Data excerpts
- Opening Delimiter -

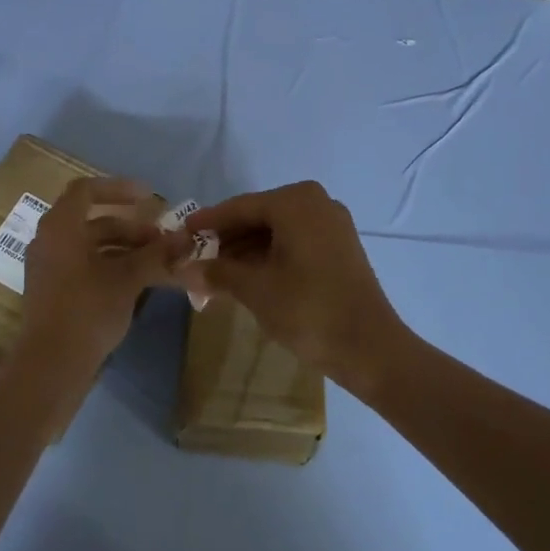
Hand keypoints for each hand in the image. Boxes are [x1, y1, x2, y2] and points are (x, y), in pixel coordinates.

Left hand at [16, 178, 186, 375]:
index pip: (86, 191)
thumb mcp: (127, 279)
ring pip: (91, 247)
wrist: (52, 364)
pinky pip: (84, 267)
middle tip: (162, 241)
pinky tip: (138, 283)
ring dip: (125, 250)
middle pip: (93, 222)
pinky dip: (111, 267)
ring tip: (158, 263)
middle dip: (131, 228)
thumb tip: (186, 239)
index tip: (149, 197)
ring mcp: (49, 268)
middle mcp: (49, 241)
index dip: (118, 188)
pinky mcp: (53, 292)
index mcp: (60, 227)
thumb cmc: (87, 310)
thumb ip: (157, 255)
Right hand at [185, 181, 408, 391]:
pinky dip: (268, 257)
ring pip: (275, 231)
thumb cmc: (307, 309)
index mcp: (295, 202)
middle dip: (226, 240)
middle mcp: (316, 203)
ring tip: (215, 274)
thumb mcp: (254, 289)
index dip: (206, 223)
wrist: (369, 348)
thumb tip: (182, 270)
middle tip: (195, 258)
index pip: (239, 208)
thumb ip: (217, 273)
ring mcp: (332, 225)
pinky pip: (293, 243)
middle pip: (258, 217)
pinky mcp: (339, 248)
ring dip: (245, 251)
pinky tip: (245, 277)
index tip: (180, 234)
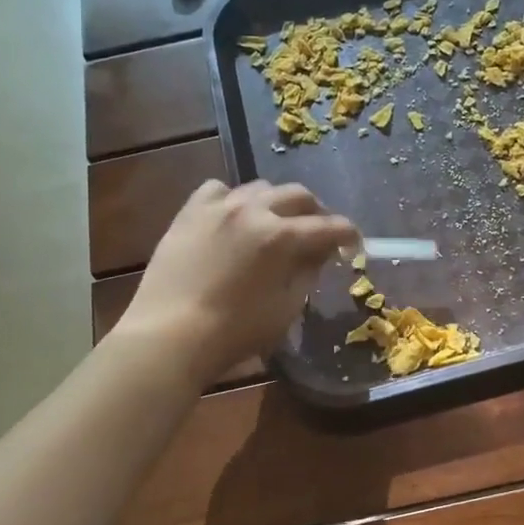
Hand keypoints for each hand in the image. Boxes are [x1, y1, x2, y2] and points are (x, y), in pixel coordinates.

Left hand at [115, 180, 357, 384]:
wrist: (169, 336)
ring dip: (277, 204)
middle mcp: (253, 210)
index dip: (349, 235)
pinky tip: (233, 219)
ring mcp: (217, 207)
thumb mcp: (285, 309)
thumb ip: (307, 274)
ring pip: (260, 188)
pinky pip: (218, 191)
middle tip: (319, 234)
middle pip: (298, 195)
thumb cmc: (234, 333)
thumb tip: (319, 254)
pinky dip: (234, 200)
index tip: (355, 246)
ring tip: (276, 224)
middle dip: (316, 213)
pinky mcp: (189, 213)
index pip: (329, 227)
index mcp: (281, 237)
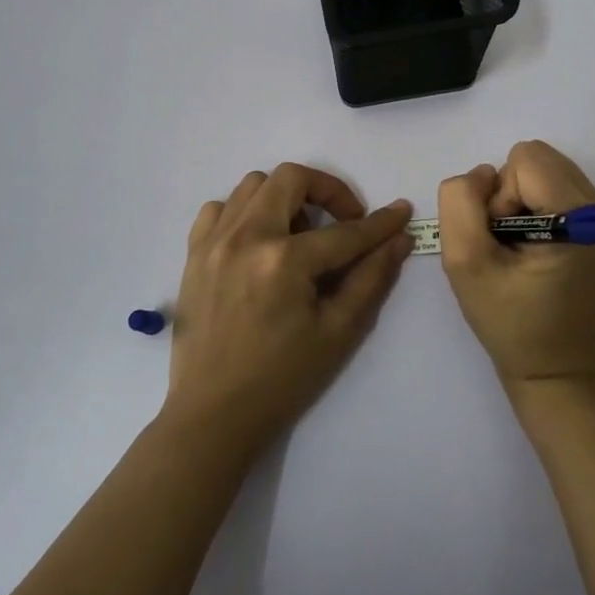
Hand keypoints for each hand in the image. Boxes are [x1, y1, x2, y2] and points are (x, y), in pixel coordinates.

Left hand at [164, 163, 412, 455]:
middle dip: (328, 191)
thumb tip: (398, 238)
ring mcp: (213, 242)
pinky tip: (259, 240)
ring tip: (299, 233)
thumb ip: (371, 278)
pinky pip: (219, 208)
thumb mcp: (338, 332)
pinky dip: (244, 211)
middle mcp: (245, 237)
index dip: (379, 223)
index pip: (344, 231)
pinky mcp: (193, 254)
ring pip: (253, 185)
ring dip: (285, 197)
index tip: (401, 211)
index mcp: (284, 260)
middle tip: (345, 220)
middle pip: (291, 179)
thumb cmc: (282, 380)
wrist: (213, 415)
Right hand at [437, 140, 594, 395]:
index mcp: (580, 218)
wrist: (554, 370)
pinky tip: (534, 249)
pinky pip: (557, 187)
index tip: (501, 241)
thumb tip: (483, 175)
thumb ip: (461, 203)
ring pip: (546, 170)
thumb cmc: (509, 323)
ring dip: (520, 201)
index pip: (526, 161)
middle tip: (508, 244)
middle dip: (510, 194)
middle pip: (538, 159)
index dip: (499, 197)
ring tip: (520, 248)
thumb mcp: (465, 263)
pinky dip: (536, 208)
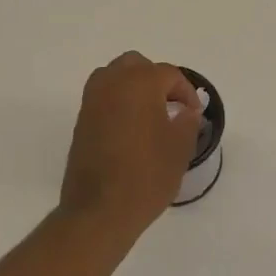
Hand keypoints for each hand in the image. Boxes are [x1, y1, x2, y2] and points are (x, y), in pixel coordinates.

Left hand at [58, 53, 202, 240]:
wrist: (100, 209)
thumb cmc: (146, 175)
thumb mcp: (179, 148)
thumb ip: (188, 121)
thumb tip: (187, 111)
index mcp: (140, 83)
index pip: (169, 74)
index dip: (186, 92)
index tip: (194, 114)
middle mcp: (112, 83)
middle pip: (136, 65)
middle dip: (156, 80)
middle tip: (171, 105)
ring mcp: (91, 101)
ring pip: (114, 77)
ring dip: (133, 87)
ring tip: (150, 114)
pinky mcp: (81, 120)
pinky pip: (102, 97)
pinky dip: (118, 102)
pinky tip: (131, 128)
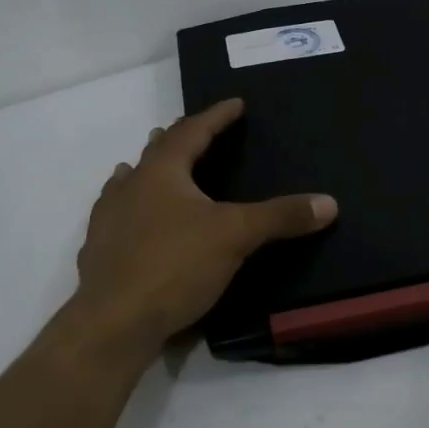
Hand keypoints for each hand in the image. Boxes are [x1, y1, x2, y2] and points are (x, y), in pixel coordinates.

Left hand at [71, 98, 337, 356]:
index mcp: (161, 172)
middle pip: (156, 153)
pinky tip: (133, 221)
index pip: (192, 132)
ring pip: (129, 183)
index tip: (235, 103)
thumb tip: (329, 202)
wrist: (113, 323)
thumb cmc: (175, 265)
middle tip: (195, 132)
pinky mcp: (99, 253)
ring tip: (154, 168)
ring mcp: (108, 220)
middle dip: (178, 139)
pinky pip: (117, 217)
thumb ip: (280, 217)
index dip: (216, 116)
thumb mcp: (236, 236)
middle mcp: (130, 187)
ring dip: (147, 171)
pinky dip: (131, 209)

- Closing Delimiter -

Make a word-for-word copy of the records above, excluding all pictures.

Problem solution:
Hand keypoints for each hand in the image. Boxes are [x1, y1, x2, y2] and points are (x, y), in pixel coordinates.

Left hand at [16, 178, 186, 375]:
index pip: (86, 191)
thumb mcp: (127, 279)
ring pip: (91, 247)
wrist: (52, 364)
pinky pip: (84, 267)
middle tip: (162, 241)
pinky tip: (138, 283)
ring dip: (125, 250)
middle pip: (93, 222)
pinky dip: (111, 267)
ring tip: (158, 263)
middle dip: (131, 228)
thumb tip: (186, 239)
index tip: (149, 197)
ring mcp: (49, 268)
middle mcp: (49, 241)
index dip: (118, 188)
pinky mcp: (53, 292)
index mcp: (60, 227)
thumb cmc: (87, 310)
thumb ip: (157, 255)
Right hand at [185, 181, 408, 391]:
pinky dip: (268, 257)
ring pip: (275, 231)
thumb cmc: (307, 309)
index mcp: (295, 202)
middle dip: (226, 240)
middle mcp: (316, 203)
ring tip: (215, 274)
thumb mcp: (254, 289)
index dip: (206, 223)
wrist: (369, 348)
thumb tip: (182, 270)
middle tip: (195, 258)
index pip: (239, 208)
thumb ip: (217, 273)
ring mcp: (332, 225)
pinky pip: (293, 243)
middle pip: (258, 217)
pinky mcp: (339, 248)
ring dip: (245, 251)
pinky tip: (245, 277)
index tip: (180, 234)
Hand keypoints for each hand in the image. Boxes are [x1, y1, x2, y2] and points are (x, y), in pixel coordinates.

Left hand at [115, 180, 357, 384]:
wrist: (169, 336)
ring dip: (277, 204)
middle mcp: (253, 210)
index dip: (349, 235)
pinky tip: (233, 219)
ring mcp: (217, 207)
thumb mcp: (285, 309)
thumb ip: (307, 274)
ring pip: (260, 188)
pinky pip: (218, 191)
middle tip: (319, 234)
middle pip: (298, 195)
thumb cmc: (234, 333)
thumb tip: (319, 254)
pinky dip: (234, 200)
index tip: (355, 246)
ring tip: (276, 224)
middle dip: (316, 213)
pinky mcp: (189, 213)
index pip: (329, 227)
index mcp: (281, 237)
Hand keypoints for each hand in the image. Boxes are [x1, y1, x2, y2] and points are (x, y), in pixel coordinates.

Left hand at [164, 163, 412, 455]:
middle dip: (328, 191)
thumb tip: (398, 238)
ring mcp: (213, 242)
pinky tip: (259, 240)
ring tip: (299, 233)
thumb ip: (371, 278)
pinky pip: (219, 208)
thumb mcp: (338, 332)
pinky dip: (244, 211)
middle mcp: (245, 237)
index dip: (379, 223)
index pip: (344, 231)
pinky mcp: (193, 254)
ring pip: (253, 185)
ring dip: (285, 197)
index tip: (401, 211)
index mcp: (284, 260)
middle tip: (345, 220)
middle pip: (291, 179)
thumb cmc: (282, 380)
wrist: (213, 415)
Right hand at [437, 140, 594, 395]:
index mcp: (580, 218)
wrist: (554, 370)
pinky tip: (534, 249)
pinky pip: (557, 187)
index tip: (501, 241)
thumb tip: (483, 175)
thumb ip: (461, 203)
ring pip: (546, 170)
thumb cmc: (509, 323)
ring dip: (520, 201)
index pip: (526, 161)
middle tip: (508, 244)
middle dip: (510, 194)
middle pip: (538, 159)
index dip: (499, 197)
ring tip: (520, 248)
thumb mcp: (465, 263)
pinky dip: (536, 208)
Hand keypoints for each hand in the image. Boxes are [x1, y1, x2, y2] and points are (x, y), in pixel coordinates.

Left hand at [58, 53, 202, 240]:
wrist: (100, 209)
thumb cmc: (146, 175)
thumb mcp: (179, 148)
thumb ip: (188, 121)
thumb tip: (187, 111)
index mcp: (140, 83)
index pip: (169, 74)
index dip: (186, 92)
index tip: (194, 114)
middle mcp: (112, 83)
middle pip: (136, 65)
middle dip: (156, 80)
middle tip: (171, 105)
ring mcp: (91, 101)
ring pip: (114, 77)
ring dip: (133, 87)
ring tip: (150, 114)
pinky mcp: (81, 120)
pinky pip: (102, 97)
pinky dip: (118, 102)
pinky tip: (131, 128)
Hand keypoints for each hand in the image. Boxes are [x1, y1, x2, y2] and points are (x, y), in pixel coordinates.

Left hand at [71, 98, 337, 356]:
index mcp: (161, 172)
middle pip: (156, 153)
pinky tip: (133, 221)
index pip: (192, 132)
ring pip: (129, 183)
index tip: (235, 103)
thumb tip: (329, 202)
wrist: (113, 323)
thumb cmc: (175, 265)
middle tip: (195, 132)
pinky mcp: (99, 253)
ring tip: (154, 168)
ring mcp: (108, 220)
middle dip: (178, 139)
pinky pip: (117, 217)
thumb ip: (280, 217)
index dip: (216, 116)
thumb mcp: (236, 236)
middle mcp: (130, 187)
ring dip: (147, 171)
pinky dip: (131, 209)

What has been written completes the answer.